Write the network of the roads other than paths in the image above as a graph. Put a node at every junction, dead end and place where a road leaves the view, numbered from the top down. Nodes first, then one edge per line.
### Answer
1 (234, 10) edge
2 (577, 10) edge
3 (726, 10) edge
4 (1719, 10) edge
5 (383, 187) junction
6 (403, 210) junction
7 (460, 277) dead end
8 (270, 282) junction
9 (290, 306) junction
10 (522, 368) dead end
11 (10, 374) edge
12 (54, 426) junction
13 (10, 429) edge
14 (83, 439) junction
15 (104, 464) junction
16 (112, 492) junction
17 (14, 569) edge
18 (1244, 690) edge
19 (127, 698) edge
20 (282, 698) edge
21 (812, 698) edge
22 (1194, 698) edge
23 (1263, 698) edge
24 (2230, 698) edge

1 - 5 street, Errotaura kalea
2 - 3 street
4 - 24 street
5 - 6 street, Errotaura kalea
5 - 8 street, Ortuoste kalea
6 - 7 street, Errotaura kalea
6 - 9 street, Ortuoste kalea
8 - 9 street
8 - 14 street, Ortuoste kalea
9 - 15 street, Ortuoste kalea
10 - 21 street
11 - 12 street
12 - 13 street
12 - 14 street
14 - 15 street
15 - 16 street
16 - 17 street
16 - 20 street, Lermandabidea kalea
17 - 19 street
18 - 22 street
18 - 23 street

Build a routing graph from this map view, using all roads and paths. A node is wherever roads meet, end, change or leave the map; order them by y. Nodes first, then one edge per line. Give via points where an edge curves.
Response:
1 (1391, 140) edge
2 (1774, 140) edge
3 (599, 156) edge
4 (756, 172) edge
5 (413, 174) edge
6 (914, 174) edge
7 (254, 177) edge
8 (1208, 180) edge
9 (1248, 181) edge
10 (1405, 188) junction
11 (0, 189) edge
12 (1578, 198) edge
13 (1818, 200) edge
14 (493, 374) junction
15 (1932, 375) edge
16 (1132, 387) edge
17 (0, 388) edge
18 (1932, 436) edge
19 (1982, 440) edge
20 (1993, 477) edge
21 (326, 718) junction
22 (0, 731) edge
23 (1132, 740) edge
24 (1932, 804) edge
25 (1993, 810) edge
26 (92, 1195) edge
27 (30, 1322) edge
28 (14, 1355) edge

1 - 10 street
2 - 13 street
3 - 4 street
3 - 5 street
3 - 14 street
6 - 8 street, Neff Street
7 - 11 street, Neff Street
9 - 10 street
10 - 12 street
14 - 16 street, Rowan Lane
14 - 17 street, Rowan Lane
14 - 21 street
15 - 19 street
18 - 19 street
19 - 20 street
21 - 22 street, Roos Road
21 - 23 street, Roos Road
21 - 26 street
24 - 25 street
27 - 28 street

# GOAL OF THE EXERCISE
All of the data is to be transcribed exactly as written.

# ANSWER BOX
Write the network of the roads other than paths in the image above as a graph. Put a node at every junction, dead end and place where a road leaves the view, numbered from the top down. Nodes first, then one edge per line.
### Answer
1 (234, 10) edge
2 (577, 10) edge
3 (726, 10) edge
4 (1719, 10) edge
5 (383, 187) junction
6 (403, 210) junction
7 (460, 277) dead end
8 (270, 282) junction
9 (290, 306) junction
10 (522, 368) dead end
11 (10, 374) edge
12 (54, 426) junction
13 (10, 429) edge
14 (83, 439) junction
15 (104, 464) junction
16 (112, 492) junction
17 (14, 569) edge
18 (1244, 690) edge
19 (127, 698) edge
20 (282, 698) edge
21 (812, 698) edge
22 (1194, 698) edge
23 (1263, 698) edge
24 (2230, 698) edge

1 - 5 street, Errotaura kalea
2 - 3 street
4 - 24 street
5 - 6 street, Errotaura kalea
5 - 8 street, Ortuoste kalea
6 - 7 street, Errotaura kalea
6 - 9 street, Ortuoste kalea
8 - 9 street
8 - 14 street, Ortuoste kalea
9 - 15 street, Ortuoste kalea
10 - 21 street
11 - 12 street
12 - 13 street
12 - 14 street
14 - 15 street
15 - 16 street
16 - 17 street
16 - 20 street, Lermandabidea kalea
17 - 19 street
18 - 22 street
18 - 23 street

Build a routing graph from this map view, using all roads and paths. A node is wherever roads meet, end, change or leave the map; order them by y. Nodes first, then one edge per line. Give via points where an edge curves.
Response:
1 (1391, 140) edge
2 (1774, 140) edge
3 (599, 156) edge
4 (756, 172) edge
5 (413, 174) edge
6 (914, 174) edge
7 (254, 177) edge
8 (1208, 180) edge
9 (1248, 181) edge
10 (1405, 188) junction
11 (0, 189) edge
12 (1578, 198) edge
13 (1818, 200) edge
14 (493, 374) junction
15 (1932, 375) edge
16 (1132, 387) edge
17 (0, 388) edge
18 (1932, 436) edge
19 (1982, 440) edge
20 (1993, 477) edge
21 (326, 718) junction
22 (0, 731) edge
23 (1132, 740) edge
24 (1932, 804) edge
25 (1993, 810) edge
26 (92, 1195) edge
27 (30, 1322) edge
28 (14, 1355) edge

1 - 10 street
2 - 13 street
3 - 4 street
3 - 5 street
3 - 14 street
6 - 8 street, Neff Street
7 - 11 street, Neff Street
9 - 10 street
10 - 12 street
14 - 16 street, Rowan Lane
14 - 17 street, Rowan Lane
14 - 21 street
15 - 19 street
18 - 19 street
19 - 20 street
21 - 22 street, Roos Road
21 - 23 street, Roos Road
21 - 26 street
24 - 25 street
27 - 28 street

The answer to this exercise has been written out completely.